▶ **Assigned task**
Print out the records below with nothing altered.

──────

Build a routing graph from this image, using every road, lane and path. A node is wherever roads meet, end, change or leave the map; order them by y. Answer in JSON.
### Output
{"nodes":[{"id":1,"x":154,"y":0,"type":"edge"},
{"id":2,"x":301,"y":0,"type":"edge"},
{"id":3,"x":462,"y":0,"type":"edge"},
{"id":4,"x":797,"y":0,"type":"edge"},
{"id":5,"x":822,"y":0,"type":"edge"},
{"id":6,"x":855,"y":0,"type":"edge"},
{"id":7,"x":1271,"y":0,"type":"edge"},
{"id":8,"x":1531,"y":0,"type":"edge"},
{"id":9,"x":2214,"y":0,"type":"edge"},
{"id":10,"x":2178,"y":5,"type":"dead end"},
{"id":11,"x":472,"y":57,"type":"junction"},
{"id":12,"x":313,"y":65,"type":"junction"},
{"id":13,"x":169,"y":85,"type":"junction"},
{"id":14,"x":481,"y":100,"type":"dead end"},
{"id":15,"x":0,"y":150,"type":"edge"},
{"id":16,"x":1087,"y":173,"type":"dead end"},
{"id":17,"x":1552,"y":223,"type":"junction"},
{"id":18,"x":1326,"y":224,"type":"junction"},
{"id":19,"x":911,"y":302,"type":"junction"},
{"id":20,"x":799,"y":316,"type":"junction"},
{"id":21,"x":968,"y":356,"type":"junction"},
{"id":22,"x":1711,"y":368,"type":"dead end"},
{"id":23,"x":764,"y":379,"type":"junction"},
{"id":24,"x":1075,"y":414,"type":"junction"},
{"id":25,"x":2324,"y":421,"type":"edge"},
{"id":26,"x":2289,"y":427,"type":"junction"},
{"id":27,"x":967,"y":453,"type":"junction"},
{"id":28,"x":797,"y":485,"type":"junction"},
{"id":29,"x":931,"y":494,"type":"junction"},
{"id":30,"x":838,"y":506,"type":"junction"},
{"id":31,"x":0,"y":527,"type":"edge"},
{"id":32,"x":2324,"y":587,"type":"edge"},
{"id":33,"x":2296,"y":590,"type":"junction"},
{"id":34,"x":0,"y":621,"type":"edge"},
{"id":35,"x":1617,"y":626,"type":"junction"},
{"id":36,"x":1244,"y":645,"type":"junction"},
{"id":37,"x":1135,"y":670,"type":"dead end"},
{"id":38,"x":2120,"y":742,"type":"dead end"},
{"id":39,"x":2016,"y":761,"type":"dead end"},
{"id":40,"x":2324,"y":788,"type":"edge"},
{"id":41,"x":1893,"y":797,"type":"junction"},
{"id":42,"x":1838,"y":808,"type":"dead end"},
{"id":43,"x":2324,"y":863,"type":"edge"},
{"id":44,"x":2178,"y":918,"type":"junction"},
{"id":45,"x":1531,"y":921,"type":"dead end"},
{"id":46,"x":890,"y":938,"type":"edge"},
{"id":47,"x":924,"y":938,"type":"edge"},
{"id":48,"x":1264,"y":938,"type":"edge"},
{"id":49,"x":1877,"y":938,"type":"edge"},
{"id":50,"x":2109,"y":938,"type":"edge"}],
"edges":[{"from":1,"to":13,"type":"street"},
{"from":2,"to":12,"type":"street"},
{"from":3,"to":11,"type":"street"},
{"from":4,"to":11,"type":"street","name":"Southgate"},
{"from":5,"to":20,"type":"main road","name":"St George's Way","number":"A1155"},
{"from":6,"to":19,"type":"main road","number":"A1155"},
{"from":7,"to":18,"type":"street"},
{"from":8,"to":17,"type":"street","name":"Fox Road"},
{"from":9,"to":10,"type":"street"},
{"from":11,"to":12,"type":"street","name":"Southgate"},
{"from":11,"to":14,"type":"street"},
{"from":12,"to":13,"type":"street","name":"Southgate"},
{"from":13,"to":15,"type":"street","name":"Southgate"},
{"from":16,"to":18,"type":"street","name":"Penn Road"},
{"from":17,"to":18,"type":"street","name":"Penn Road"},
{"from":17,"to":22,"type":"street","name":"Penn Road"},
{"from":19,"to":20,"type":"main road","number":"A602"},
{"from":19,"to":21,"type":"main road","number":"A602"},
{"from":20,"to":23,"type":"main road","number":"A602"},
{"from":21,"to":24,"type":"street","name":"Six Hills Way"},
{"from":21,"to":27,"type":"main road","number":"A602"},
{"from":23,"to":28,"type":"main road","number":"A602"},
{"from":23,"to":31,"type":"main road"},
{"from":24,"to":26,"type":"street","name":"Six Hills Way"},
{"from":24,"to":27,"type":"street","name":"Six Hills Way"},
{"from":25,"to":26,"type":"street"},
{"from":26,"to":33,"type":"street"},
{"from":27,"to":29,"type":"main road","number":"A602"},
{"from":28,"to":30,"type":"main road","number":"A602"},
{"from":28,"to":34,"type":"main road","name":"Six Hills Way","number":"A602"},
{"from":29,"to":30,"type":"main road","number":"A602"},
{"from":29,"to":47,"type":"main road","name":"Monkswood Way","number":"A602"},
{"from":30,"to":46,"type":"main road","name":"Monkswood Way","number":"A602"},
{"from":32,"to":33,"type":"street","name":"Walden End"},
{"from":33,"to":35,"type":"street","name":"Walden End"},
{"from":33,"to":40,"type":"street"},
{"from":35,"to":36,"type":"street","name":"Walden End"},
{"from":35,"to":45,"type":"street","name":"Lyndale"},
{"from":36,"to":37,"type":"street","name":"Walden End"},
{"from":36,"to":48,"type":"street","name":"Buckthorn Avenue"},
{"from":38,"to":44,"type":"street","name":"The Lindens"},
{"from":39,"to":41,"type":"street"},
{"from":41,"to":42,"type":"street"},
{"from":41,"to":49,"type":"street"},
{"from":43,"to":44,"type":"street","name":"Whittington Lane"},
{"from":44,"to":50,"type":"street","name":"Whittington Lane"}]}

──────

▶ **Answer space**
Build a routing graph from this image, using every road, lane and path. A node is wherever roads meet, end, change or leave the map; order them by y. Answer in JSON.
### Output
{"nodes":[{"id":1,"x":154,"y":0,"type":"edge"},
{"id":2,"x":301,"y":0,"type":"edge"},
{"id":3,"x":462,"y":0,"type":"edge"},
{"id":4,"x":797,"y":0,"type":"edge"},
{"id":5,"x":822,"y":0,"type":"edge"},
{"id":6,"x":855,"y":0,"type":"edge"},
{"id":7,"x":1271,"y":0,"type":"edge"},
{"id":8,"x":1531,"y":0,"type":"edge"},
{"id":9,"x":2214,"y":0,"type":"edge"},
{"id":10,"x":2178,"y":5,"type":"dead end"},
{"id":11,"x":472,"y":57,"type":"junction"},
{"id":12,"x":313,"y":65,"type":"junction"},
{"id":13,"x":169,"y":85,"type":"junction"},
{"id":14,"x":481,"y":100,"type":"dead end"},
{"id":15,"x":0,"y":150,"type":"edge"},
{"id":16,"x":1087,"y":173,"type":"dead end"},
{"id":17,"x":1552,"y":223,"type":"junction"},
{"id":18,"x":1326,"y":224,"type":"junction"},
{"id":19,"x":911,"y":302,"type":"junction"},
{"id":20,"x":799,"y":316,"type":"junction"},
{"id":21,"x":968,"y":356,"type":"junction"},
{"id":22,"x":1711,"y":368,"type":"dead end"},
{"id":23,"x":764,"y":379,"type":"junction"},
{"id":24,"x":1075,"y":414,"type":"junction"},
{"id":25,"x":2324,"y":421,"type":"edge"},
{"id":26,"x":2289,"y":427,"type":"junction"},
{"id":27,"x":967,"y":453,"type":"junction"},
{"id":28,"x":797,"y":485,"type":"junction"},
{"id":29,"x":931,"y":494,"type":"junction"},
{"id":30,"x":838,"y":506,"type":"junction"},
{"id":31,"x":0,"y":527,"type":"edge"},
{"id":32,"x":2324,"y":587,"type":"edge"},
{"id":33,"x":2296,"y":590,"type":"junction"},
{"id":34,"x":0,"y":621,"type":"edge"},
{"id":35,"x":1617,"y":626,"type":"junction"},
{"id":36,"x":1244,"y":645,"type":"junction"},
{"id":37,"x":1135,"y":670,"type":"dead end"},
{"id":38,"x":2120,"y":742,"type":"dead end"},
{"id":39,"x":2016,"y":761,"type":"dead end"},
{"id":40,"x":2324,"y":788,"type":"edge"},
{"id":41,"x":1893,"y":797,"type":"junction"},
{"id":42,"x":1838,"y":808,"type":"dead end"},
{"id":43,"x":2324,"y":863,"type":"edge"},
{"id":44,"x":2178,"y":918,"type":"junction"},
{"id":45,"x":1531,"y":921,"type":"dead end"},
{"id":46,"x":890,"y":938,"type":"edge"},
{"id":47,"x":924,"y":938,"type":"edge"},
{"id":48,"x":1264,"y":938,"type":"edge"},
{"id":49,"x":1877,"y":938,"type":"edge"},
{"id":50,"x":2109,"y":938,"type":"edge"}],
"edges":[{"from":1,"to":13,"type":"street"},
{"from":2,"to":12,"type":"street"},
{"from":3,"to":11,"type":"street"},
{"from":4,"to":11,"type":"street","name":"Southgate"},
{"from":5,"to":20,"type":"main road","name":"St George's Way","number":"A1155"},
{"from":6,"to":19,"type":"main road","number":"A1155"},
{"from":7,"to":18,"type":"street"},
{"from":8,"to":17,"type":"street","name":"Fox Road"},
{"from":9,"to":10,"type":"street"},
{"from":11,"to":12,"type":"street","name":"Southgate"},
{"from":11,"to":14,"type":"street"},
{"from":12,"to":13,"type":"street","name":"Southgate"},
{"from":13,"to":15,"type":"street","name":"Southgate"},
{"from":16,"to":18,"type":"street","name":"Penn Road"},
{"from":17,"to":18,"type":"street","name":"Penn Road"},
{"from":17,"to":22,"type":"street","name":"Penn Road"},
{"from":19,"to":20,"type":"main road","number":"A602"},
{"from":19,"to":21,"type":"main road","number":"A602"},
{"from":20,"to":23,"type":"main road","number":"A602"},
{"from":21,"to":24,"type":"street","name":"Six Hills Way"},
{"from":21,"to":27,"type":"main road","number":"A602"},
{"from":23,"to":28,"type":"main road","number":"A602"},
{"from":23,"to":31,"type":"main road"},
{"from":24,"to":26,"type":"street","name":"Six Hills Way"},
{"from":24,"to":27,"type":"street","name":"Six Hills Way"},
{"from":25,"to":26,"type":"street"},
{"from":26,"to":33,"type":"street"},
{"from":27,"to":29,"type":"main road","number":"A602"},
{"from":28,"to":30,"type":"main road","number":"A602"},
{"from":28,"to":34,"type":"main road","name":"Six Hills Way","number":"A602"},
{"from":29,"to":30,"type":"main road","number":"A602"},
{"from":29,"to":47,"type":"main road","name":"Monkswood Way","number":"A602"},
{"from":30,"to":46,"type":"main road","name":"Monkswood Way","number":"A602"},
{"from":32,"to":33,"type":"street","name":"Walden End"},
{"from":33,"to":35,"type":"street","name":"Walden End"},
{"from":33,"to":40,"type":"street"},
{"from":35,"to":36,"type":"street","name":"Walden End"},
{"from":35,"to":45,"type":"street","name":"Lyndale"},
{"from":36,"to":37,"type":"street","name":"Walden End"},
{"from":36,"to":48,"type":"street","name":"Buckthorn Avenue"},
{"from":38,"to":44,"type":"street","name":"The Lindens"},
{"from":39,"to":41,"type":"street"},
{"from":41,"to":42,"type":"street"},
{"from":41,"to":49,"type":"street"},
{"from":43,"to":44,"type":"street","name":"Whittington Lane"},
{"from":44,"to":50,"type":"street","name":"Whittington Lane"}]}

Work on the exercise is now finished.